Collected data
----

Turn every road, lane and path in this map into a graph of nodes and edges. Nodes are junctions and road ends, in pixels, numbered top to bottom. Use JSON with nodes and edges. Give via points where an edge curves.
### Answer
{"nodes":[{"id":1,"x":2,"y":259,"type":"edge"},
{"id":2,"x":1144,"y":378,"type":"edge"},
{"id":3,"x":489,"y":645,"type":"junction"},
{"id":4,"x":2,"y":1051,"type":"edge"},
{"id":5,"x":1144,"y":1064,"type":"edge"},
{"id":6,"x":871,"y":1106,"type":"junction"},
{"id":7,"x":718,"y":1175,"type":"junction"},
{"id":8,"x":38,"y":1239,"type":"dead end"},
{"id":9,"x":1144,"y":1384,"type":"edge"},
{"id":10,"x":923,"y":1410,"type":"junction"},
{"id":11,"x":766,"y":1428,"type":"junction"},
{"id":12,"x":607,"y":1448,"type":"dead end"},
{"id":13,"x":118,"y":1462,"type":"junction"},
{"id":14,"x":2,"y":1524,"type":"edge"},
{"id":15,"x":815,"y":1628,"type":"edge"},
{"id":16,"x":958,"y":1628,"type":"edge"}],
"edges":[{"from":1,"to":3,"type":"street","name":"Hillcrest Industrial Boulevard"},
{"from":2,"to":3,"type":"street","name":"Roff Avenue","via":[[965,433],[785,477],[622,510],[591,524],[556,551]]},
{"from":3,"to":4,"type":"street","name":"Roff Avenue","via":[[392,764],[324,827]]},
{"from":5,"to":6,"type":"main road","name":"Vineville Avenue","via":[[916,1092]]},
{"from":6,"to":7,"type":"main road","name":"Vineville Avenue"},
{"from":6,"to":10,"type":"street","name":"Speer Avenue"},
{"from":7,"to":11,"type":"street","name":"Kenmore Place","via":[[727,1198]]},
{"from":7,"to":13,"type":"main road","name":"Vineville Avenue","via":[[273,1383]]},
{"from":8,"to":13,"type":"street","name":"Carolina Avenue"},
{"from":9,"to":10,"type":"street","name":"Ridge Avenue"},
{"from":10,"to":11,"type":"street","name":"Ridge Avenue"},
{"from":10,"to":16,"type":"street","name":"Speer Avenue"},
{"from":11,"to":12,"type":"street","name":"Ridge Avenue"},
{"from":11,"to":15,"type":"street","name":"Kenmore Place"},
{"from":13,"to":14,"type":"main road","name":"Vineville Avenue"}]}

----

Your objective:
Return the records in full. Omit nothing.

Task solution:
Turn every road, lane and path in this map into a graph of nodes and edges. Nodes are junctions and road ends, in pixels, numbered top to bottom. Use JSON with nodes and edges. Give via points where an edge curves.
### Answer
{"nodes":[{"id":1,"x":2,"y":259,"type":"edge"},
{"id":2,"x":1144,"y":378,"type":"edge"},
{"id":3,"x":489,"y":645,"type":"junction"},
{"id":4,"x":2,"y":1051,"type":"edge"},
{"id":5,"x":1144,"y":1064,"type":"edge"},
{"id":6,"x":871,"y":1106,"type":"junction"},
{"id":7,"x":718,"y":1175,"type":"junction"},
{"id":8,"x":38,"y":1239,"type":"dead end"},
{"id":9,"x":1144,"y":1384,"type":"edge"},
{"id":10,"x":923,"y":1410,"type":"junction"},
{"id":11,"x":766,"y":1428,"type":"junction"},
{"id":12,"x":607,"y":1448,"type":"dead end"},
{"id":13,"x":118,"y":1462,"type":"junction"},
{"id":14,"x":2,"y":1524,"type":"edge"},
{"id":15,"x":815,"y":1628,"type":"edge"},
{"id":16,"x":958,"y":1628,"type":"edge"}],
"edges":[{"from":1,"to":3,"type":"street","name":"Hillcrest Industrial Boulevard"},
{"from":2,"to":3,"type":"street","name":"Roff Avenue","via":[[965,433],[785,477],[622,510],[591,524],[556,551]]},
{"from":3,"to":4,"type":"street","name":"Roff Avenue","via":[[392,764],[324,827]]},
{"from":5,"to":6,"type":"main road","name":"Vineville Avenue","via":[[916,1092]]},
{"from":6,"to":7,"type":"main road","name":"Vineville Avenue"},
{"from":6,"to":10,"type":"street","name":"Speer Avenue"},
{"from":7,"to":11,"type":"street","name":"Kenmore Place","via":[[727,1198]]},
{"from":7,"to":13,"type":"main road","name":"Vineville Avenue","via":[[273,1383]]},
{"from":8,"to":13,"type":"street","name":"Carolina Avenue"},
{"from":9,"to":10,"type":"street","name":"Ridge Avenue"},
{"from":10,"to":11,"type":"street","name":"Ridge Avenue"},
{"from":10,"to":16,"type":"street","name":"Speer Avenue"},
{"from":11,"to":12,"type":"street","name":"Ridge Avenue"},
{"from":11,"to":15,"type":"street","name":"Kenmore Place"},
{"from":13,"to":14,"type":"main road","name":"Vineville Avenue"}]}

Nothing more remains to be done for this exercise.